Unlike the eastern tent caterpillar, the forest tent caterpillar does not form a true tent. Instead, caterpillars form a silken mat on large branches or the main trunk of trees. Host plants include oaks, blackgum, basswood, and other hardwood species. These insects emerge as buds swell and break, and they feed on larger leaves as they grow. They are also hairy caterpillars (that won’t hurt to touch); however, they have a pattern on their backs that some say looks like keyholes, penguins, or footprints. (I think footprints – plus, F for footprint and F for forest helps me remember the difference between forest and eastern tent caterpillars!) No management is required, as most trees recover from defoliation events and natural enemies help to control populations. 

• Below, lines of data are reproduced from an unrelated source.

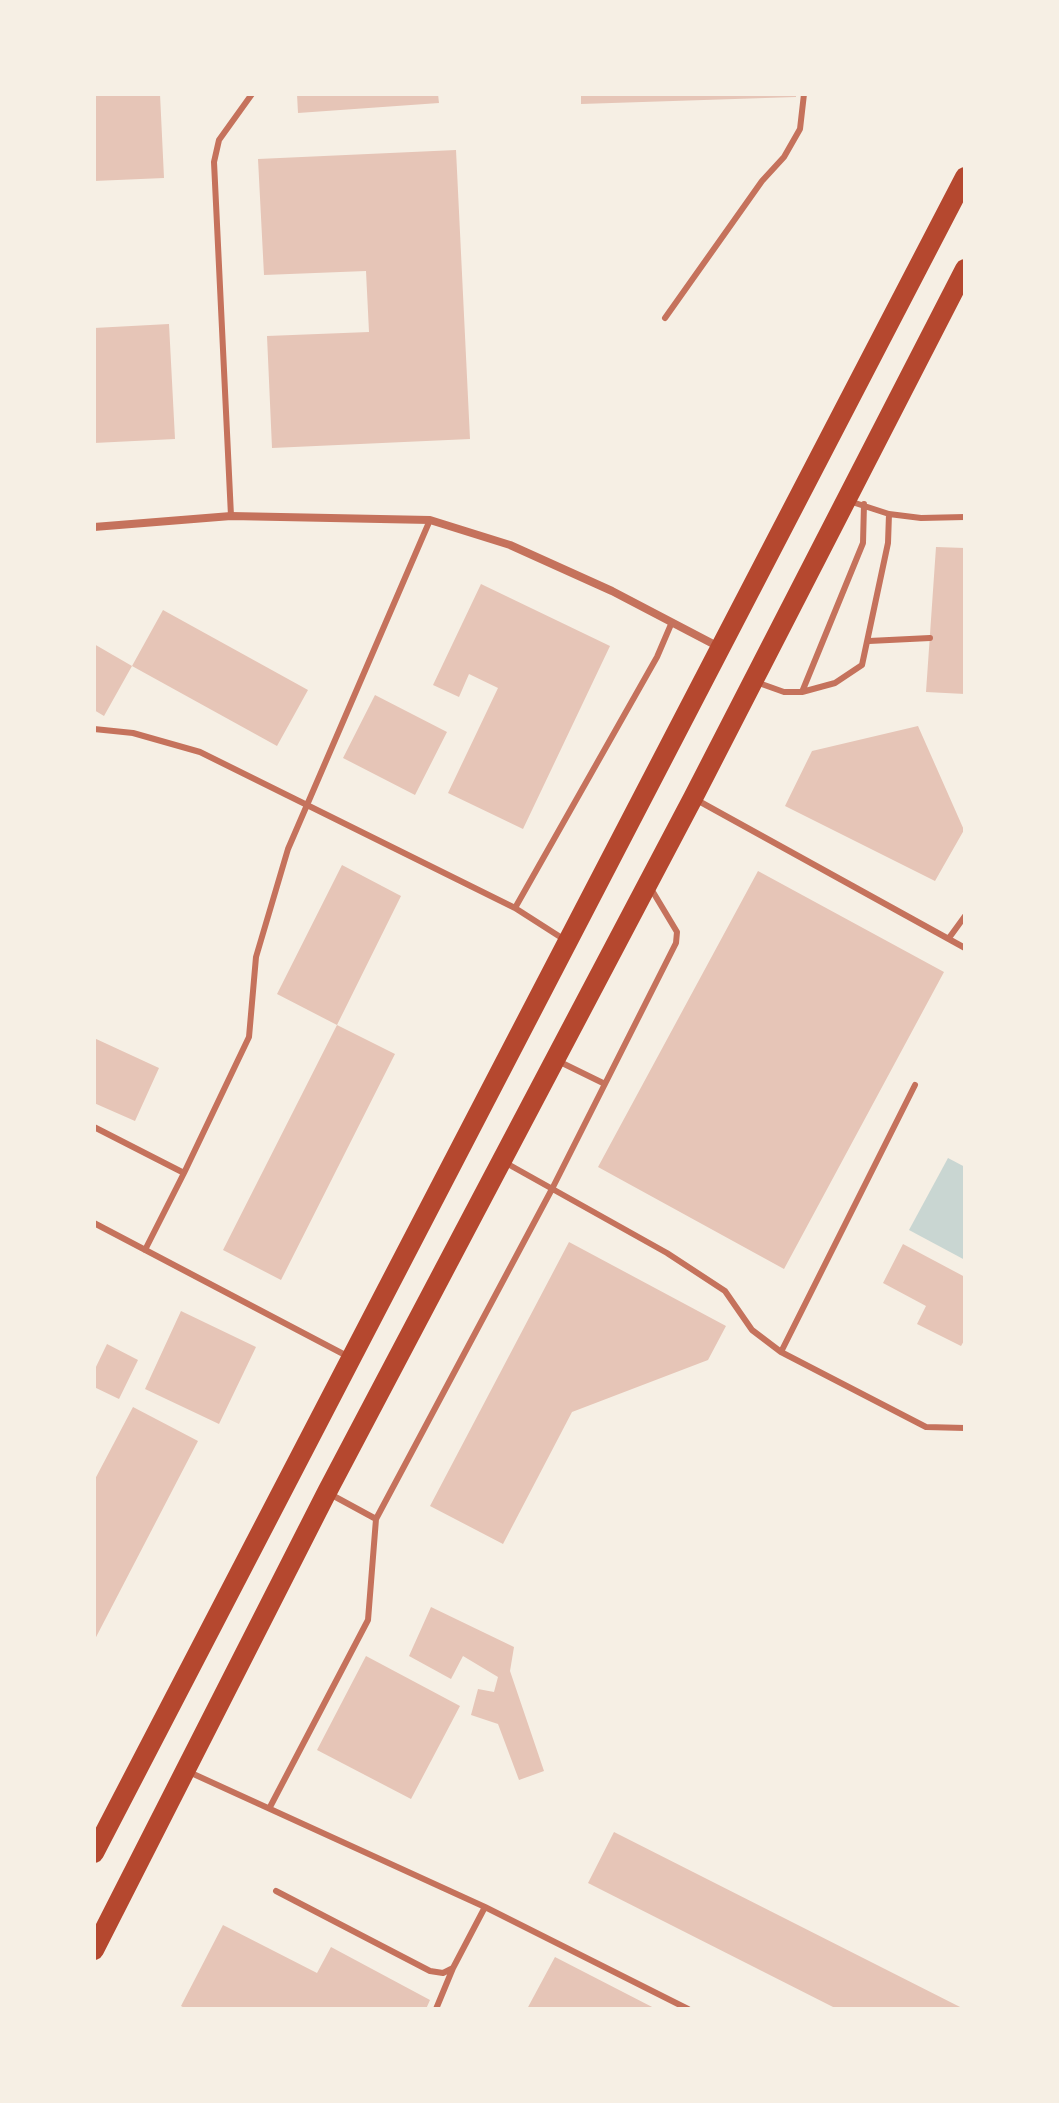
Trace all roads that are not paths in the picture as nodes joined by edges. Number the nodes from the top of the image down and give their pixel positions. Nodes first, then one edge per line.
1 (252, 94) edge
2 (804, 94) edge
3 (965, 177) edge
4 (965, 269) edge
5 (665, 318) dead end
6 (855, 502) junction
7 (889, 514) junction
8 (231, 516) junction
9 (965, 517) edge
10 (430, 520) junction
11 (94, 527) edge
12 (672, 622) junction
13 (930, 638) dead end
14 (869, 641) junction
15 (719, 647) junction
16 (752, 681) junction
17 (802, 692) junction
18 (94, 729) edge
19 (693, 798) junction
20 (307, 803) junction
21 (648, 883) junction
22 (515, 908) junction
23 (965, 916) edge
24 (949, 938) junction
25 (567, 941) junction
26 (965, 948) edge
27 (554, 1059) junction
28 (605, 1084) junction
29 (915, 1085) dead end
30 (94, 1127) edge
31 (501, 1160) junction
32 (184, 1173) junction
33 (552, 1189) junction
34 (94, 1223) edge
35 (145, 1250) junction
36 (781, 1352) junction
37 (350, 1358) junction
38 (965, 1428) edge
39 (327, 1492) junction
40 (376, 1519) junction
41 (185, 1770) junction
42 (270, 1807) junction
43 (94, 1853) edge
44 (276, 1891) dead end
45 (485, 1907) junction
46 (94, 1950) edge
47 (453, 1968) junction
48 (436, 2009) edge
49 (688, 2009) edge

1 - 8 lane
2 - 5 lane
3 - 15 main road
4 - 6 main road
6 - 7 lane
6 - 16 main road
6 - 17 lane
7 - 9 lane
7 - 14 lane
8 - 10 street
8 - 11 street
10 - 12 street
10 - 20 lane
12 - 15 street
12 - 22 lane
13 - 14 lane
14 - 17 lane
15 - 25 main road
16 - 17 lane
16 - 19 main road
18 - 20 lane
19 - 21 main road
19 - 24 lane
20 - 22 lane
20 - 32 lane
21 - 27 main road
21 - 28 lane
22 - 25 lane
23 - 24 lane
24 - 26 lane
25 - 37 main road
27 - 28 lane
27 - 31 main road
28 - 33 lane
29 - 36 lane
30 - 32 lane
31 - 33 lane
31 - 39 main road
32 - 35 lane
33 - 36 lane
33 - 40 lane
34 - 35 lane
35 - 37 lane
36 - 38 lane
37 - 43 main road
39 - 40 lane
39 - 41 main road
40 - 42 lane
41 - 42 lane
41 - 46 main road
42 - 45 lane
44 - 47 lane
45 - 47 lane
45 - 49 lane
47 - 48 lane

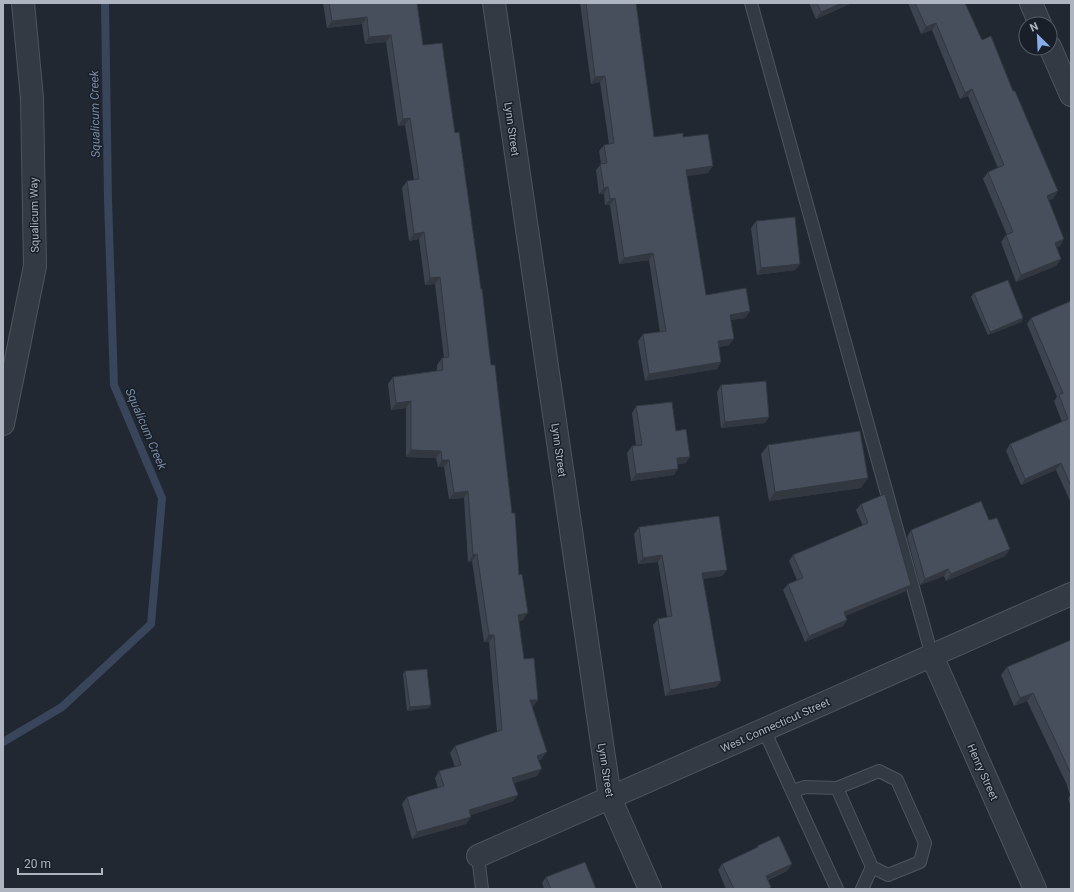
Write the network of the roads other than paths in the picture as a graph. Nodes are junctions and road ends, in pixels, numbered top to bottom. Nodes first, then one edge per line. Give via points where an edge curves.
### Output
1 (22, 3) edge
2 (494, 3) edge
3 (751, 3) edge
4 (1031, 3) edge
5 (1037, 16) edge
6 (1054, 56) edge
7 (1071, 95) edge
8 (3, 424) edge
9 (1071, 594) edge
10 (932, 656) junction
11 (764, 730) junction
12 (837, 788) junction
13 (793, 791) junction
14 (610, 798) junction
15 (478, 856) joint
16 (872, 866) junction
17 (482, 889) edge
18 (650, 889) edge
19 (837, 889) edge
20 (862, 889) edge
21 (1034, 889) edge

1 - 8 street, Squalicum Way via 32,98 35,266
2 - 14 street, Lynn Street
3 - 10 lane
4 - 5 street
6 - 7 street
9 - 10 street, West Connecticut Street
10 - 11 street, West Connecticut Street
10 - 21 street, Henry Street
11 - 13 lane
11 - 14 street, West Connecticut Street
12 - 13 lane via 805,787
12 - 16 lane
12 - 16 lane via 879,771 897,780 925,843 920,862 888,875
13 - 19 lane
14 - 15 street, West Connecticut Street
14 - 18 street, Lynn Street
15 - 17 lane
16 - 20 lane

Forest tent caterpillars, showing “footprint” markings; photo by Herbert A. ‘Joe’ Pase III, Texas A&M Forest Service, Bugwood.org

European Gypsy Moth

The European gypsy moth was accidentally introduced in Massachusetts in the late 1860s. It is a highly problematic caterpillar that has a large host range and can reach damaging population levels quickly when conditions are right. White oak is a preferred host, though most other oaks, maples, poplar, birch, and even some conifers will also be consumed. Healthy trees can usually survive a year of defoliation, but often outbreaks of gypsy moth can last multiple years and stress trees to the point of mortality. Females lay rust or tan-colored egg masses on tree trunks or other flat surfaces in the fall, and caterpillars hatch in spring. They do not form silken tents like the forest and eastern tent caterpillars. Like these caterpillars, they are hairy, but one key distinction is that gypsy moth caterpillars have a pattern of five pairs of blue dots followed by six pairs of red dots on their backs. Since this pest is non-native, there are no specific co-evolved predators that keep populations below damaging levels in outbreak years. For landscape trees, or in areas where large areas of trees are at risk, control is recommended.